What the task asks -> Your output should be everything below from the line containing "pinky dip: (561, 148)" down to the line containing "pinky tip: (112, 565)", both ends included, copied exactly, with pictures left out.

Record extracts Start Marker

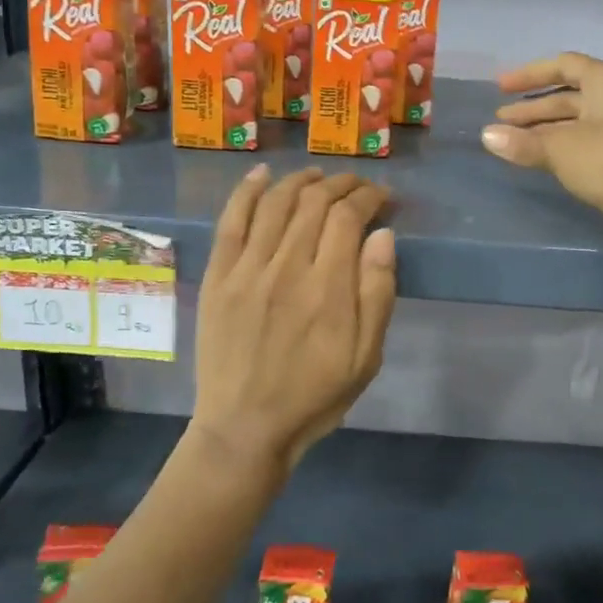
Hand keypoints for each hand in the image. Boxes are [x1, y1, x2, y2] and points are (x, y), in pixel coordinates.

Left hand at [193, 165, 396, 476]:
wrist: (245, 428)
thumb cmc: (315, 395)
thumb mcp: (366, 357)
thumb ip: (377, 293)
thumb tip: (383, 235)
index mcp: (328, 289)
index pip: (348, 217)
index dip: (368, 197)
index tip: (382, 197)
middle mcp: (287, 268)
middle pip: (314, 203)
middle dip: (340, 184)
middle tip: (356, 185)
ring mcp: (247, 270)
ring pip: (275, 203)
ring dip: (300, 180)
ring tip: (318, 175)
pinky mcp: (219, 277)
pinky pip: (231, 222)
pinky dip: (246, 192)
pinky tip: (261, 174)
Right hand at [480, 52, 602, 248]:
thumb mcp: (560, 148)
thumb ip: (522, 142)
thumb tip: (486, 136)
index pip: (563, 65)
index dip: (529, 74)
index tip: (500, 88)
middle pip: (568, 96)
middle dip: (532, 108)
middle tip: (500, 122)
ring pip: (576, 123)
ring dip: (544, 131)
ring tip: (511, 143)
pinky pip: (585, 145)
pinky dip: (561, 148)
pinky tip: (539, 161)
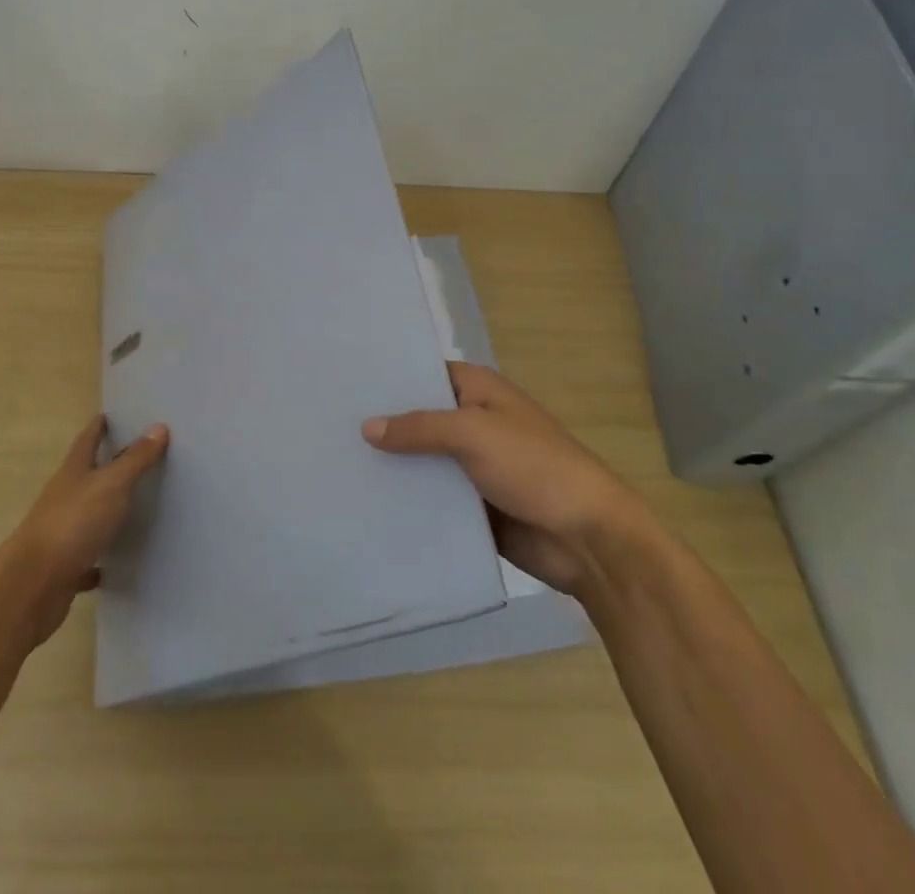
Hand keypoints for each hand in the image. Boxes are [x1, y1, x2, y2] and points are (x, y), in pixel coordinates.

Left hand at [7, 416, 168, 643]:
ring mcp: (61, 532)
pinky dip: (97, 558)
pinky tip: (112, 565)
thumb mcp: (112, 484)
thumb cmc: (74, 522)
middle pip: (84, 475)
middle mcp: (63, 497)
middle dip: (103, 466)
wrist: (34, 585)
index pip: (86, 440)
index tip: (108, 415)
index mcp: (73, 472)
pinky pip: (85, 557)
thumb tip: (158, 427)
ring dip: (102, 511)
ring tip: (130, 509)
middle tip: (131, 458)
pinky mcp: (63, 566)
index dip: (98, 427)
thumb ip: (135, 459)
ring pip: (85, 515)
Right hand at [363, 362, 645, 596]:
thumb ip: (419, 428)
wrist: (587, 539)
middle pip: (419, 418)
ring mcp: (472, 465)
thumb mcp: (474, 434)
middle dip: (383, 425)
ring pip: (422, 460)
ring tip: (337, 465)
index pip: (424, 374)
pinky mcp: (473, 506)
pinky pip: (433, 497)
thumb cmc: (535, 467)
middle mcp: (473, 422)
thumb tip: (366, 426)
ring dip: (392, 466)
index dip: (389, 378)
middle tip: (327, 427)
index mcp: (479, 391)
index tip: (344, 384)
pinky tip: (367, 503)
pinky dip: (409, 499)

Record extracts End Marker

Answer space ->
pinky dip: (561, 148)
pinky tip: (539, 161)
Hand keypoints for each hand in the image. Boxes are [x1, y1, x2, y2] and points are (x, y), in pixel coordinates.

Left hand at [7, 416, 168, 643]:
ring mcp: (61, 532)
pinky dip: (97, 558)
pinky tip: (112, 565)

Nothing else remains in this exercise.